As a flaming charismatic who adores the Holy Spirit, I can recognize why one with charismatic beliefs would make such a jump, but I personally have not received a push from the Spirit to pursue a new communion and even feel more convinced to go in a different direction. I find that both the ‘ancient paths’ and the Charismatic Movement insufficient in their ecclesiastical and charismatic practice, as well as in their understanding of the gospel.
The past two years, I have felt an increasing call to investigate Quakerism, a not-so-ancient tradition that emerged in the mid-17th century. I first came into fellowship with the Friends of Jesus Fellowship and within the past year have also come to experience both the Liberal and Evangelical traditions. Very quickly I discovered the gifts of Quaker practice and have continually been blessed by the Quaker understanding of the Gospel, especially as I have read through the writings of early Friends.
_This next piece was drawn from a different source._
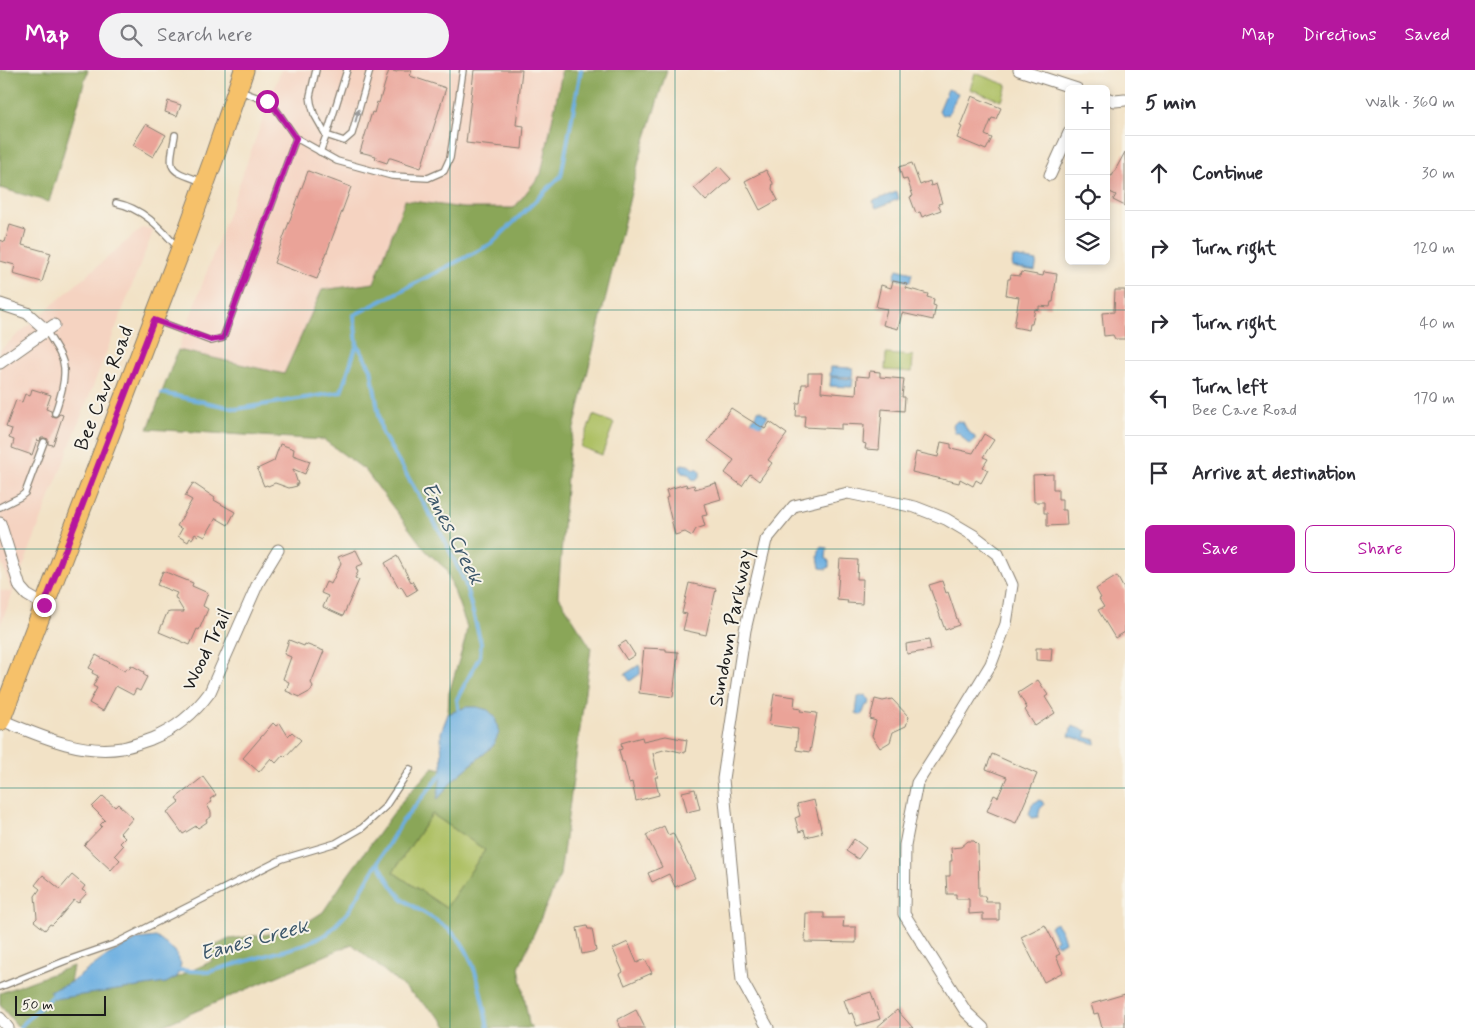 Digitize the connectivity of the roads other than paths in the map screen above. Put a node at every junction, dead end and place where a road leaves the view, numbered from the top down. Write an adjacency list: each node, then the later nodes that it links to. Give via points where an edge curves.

That is not to say that I believe the answer to all problems in Evangelicalism and Pentecostalism is a Quaker revival, especially since there are very different branches, but much can be learned from this continually-progressing tradition, especially in regards to their reliance on the Spirit, their communal approaches towards ministry and discernment, and their articulation and expression of the gospel of Jesus Christ. I cannot help but think that Quakerism has many answers for those recovering from Fundamentalism.
One question that many raise for those with restorationist tendencies, whether that be Protestants, Evangelicals, Adventists, Pentecostals, or Quakers, is where is the history to back up these theological nuances? Such a question is not baseless. Why do not always agree with the early Christians? Why does the Church need something new?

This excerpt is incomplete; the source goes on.